What’s more, there’s the particular racial atmosphere of the university. It would be inaccurate and unfair to say that all black students at UVA share a common experience of the school and its institutions. Some find community in the student mainstream, others in the rich collection of black organizations and clubs, and others still in their particular networks of friends and classmates. But while experiences vary, many black students can speak to moments of racial tension and outright racist aggression. “People call you the N-word and say that you don’t belong here. They don’t realize what that does to the psyche. Then you have to go to class,” explained one protester in an interview with ThinkProgress. To that point, I spoke with one alumnus who was once taunted with racial slurs while walking through campus, and another who could point to multiple incidents across his college career. Indeed, my first month at UVA was marked by a rash of racial disturbances, including one in which a black student living in a prestigious “Lawn” room—adjacent to the Rotunda, at the center of the university—was greeted with racist epithets (including “Nigger”) on his door.

And beyond these individual experiences is the broad context of black life at the UVA. For most of the last decade, first-year black enrollment held steady at 9 percent. As of 2012, it had dipped to 6 percent, which school officials attribute to the recession, weak economy, and a lack of outreach to younger students and their families. It says something of the present university environment that, out of the 47 Lawn room assignments for the 2015 school year, not a single one of the honors went to a black student.

At a school as large as UVA, shrinking black enrollment—and the persistence of racial microaggressions—can create the feeling of isolation, even as the school keeps its commitment to programs and services for black students and other students of color, from a strong mentoring program and dedicated Office of African-American Affairs to merit scholarships for minority students and a dedicated team of minority college recruiters.

It all adds up to a fraught environment of unresolved problems, where police violence against a black student sparks mass protests of dissatisfied students—black and white—and the school administration joins the criticism. UVA President Teresa Sullivan declared her “commitment to seeking the truth about this incident,” while Marcus Martin, joined with the school’s dean of African-American affairs, Maurice Apprey, to condemn the entire incident. “We are outraged by the brutality against a University of Virginia undergraduate student that occurred in the early hours Wednesday, March 18, 2015,” reads their statement. “This was wrong and should not have occurred. In the many years of our medical, professional and leadership roles at the University, we view the nature of this assault as highly unusual and appalling based on the information we have received.”

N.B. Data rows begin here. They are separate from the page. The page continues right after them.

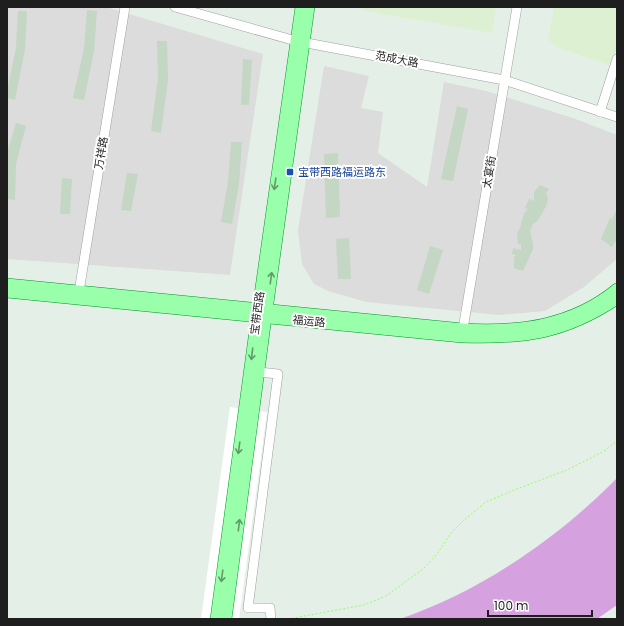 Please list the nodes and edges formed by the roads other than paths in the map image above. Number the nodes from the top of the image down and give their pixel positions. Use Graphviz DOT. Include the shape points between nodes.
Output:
graph roads {
  1 [pos="125,7"];
  2 [pos="175,7"];
  3 [pos="301,7"];
  4 [pos="309,7"];
  5 [pos="517,7"];
  6 [pos="300,41"];
  7 [pos="617,59"];
  8 [pos="504,80"];
  9 [pos="600,112"];
  10 [pos="617,117"];
  11 [pos="7,284"];
  12 [pos="617,289"];
  13 [pos="7,292"];
  14 [pos="78,295"];
  15 [pos="617,299"];
  16 [pos="604,303"];
  17 [pos="262,312"];
  18 [pos="463,333"];
  19 [pos="258,372"];
  20 [pos="249,410"];
  21 [pos="216,619"];
  22 [pos="226,619"];
  23 [pos="271,619"];
  1 -- 14 [label="street, 万祥路"];
  2 -- 6 [label="street, 范成大路"];
  3 -- 6 [label="main road, 宝带西路"];
  4 -- 6 [label="main road, 宝带西路"];
  5 -- 8 [label="street, 太宴街"];
  6 -- 8 [label="street, 范成大路"];
  6 -- 17 [label="main road, 宝带西路"];
  7 -- 9 [label="street"];
  8 -- 9 [label="street, 范成大路"];
  8 -- 18 [label="street, 太宴街"];
  9 -- 10 [label="street, 范成大路"];
  11 -- 14 [label="main road, 福运路"];
  12 -- 16 [label="main road"];
  13 -- 14 [label="main road, 福运路"];
  14 -- 17 [label="main road, 福运路"];
  15 -- 16 [label="main road"];
  16 -- 18 [label="main road, 福运路" via="575,322 542,333 504,338"];
  17 -- 18 [label="main road, 福运路"];
  17 -- 19 [label="main road, 宝带西路"];
  17 -- 20 [label="main road, 宝带西路, one-way"];
  19 -- 20 [label="main road, 宝带西路"];
  19 -- 23 [label="street" via="278,374 248,608 270,608"];
  20 -- 21 [label="main road, 宝带西路, one-way"];
  22 -- 20 [label="main road, 宝带西路, one-way"];
}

Martin and Apprey are right. The assault of Martese Johnson is unusual—the kind of extreme event that rarely happens at a place as genteel and comfortable as Charlottesville. But that also makes it fitting. UVA is a school with a painful racial past. Designed by a slaveholder and built by slaves, it was one of the only educational institutions to own and use slaves. Its remembrance of that injustice is haphazard, and it’s only in recent years that it’s begun to talk openly about and commemorate the lives of enslaved people at the university, to say nothing of its founder, Thomas Jefferson, and his life of great brilliance and terrible depravity. The school lacked serious black enrollment until the 1970s, and there are still spaces in the university—like the predominantly white Greek system—that feel hostile to many black students.

For all the pain this has caused Johnson, it’s also an opportunity for UVA to renew its efforts at self-reflection and bolster its forward action. And the better my alma mater can understand its difficult past, the better it can confront and address the questions of its unsettled present.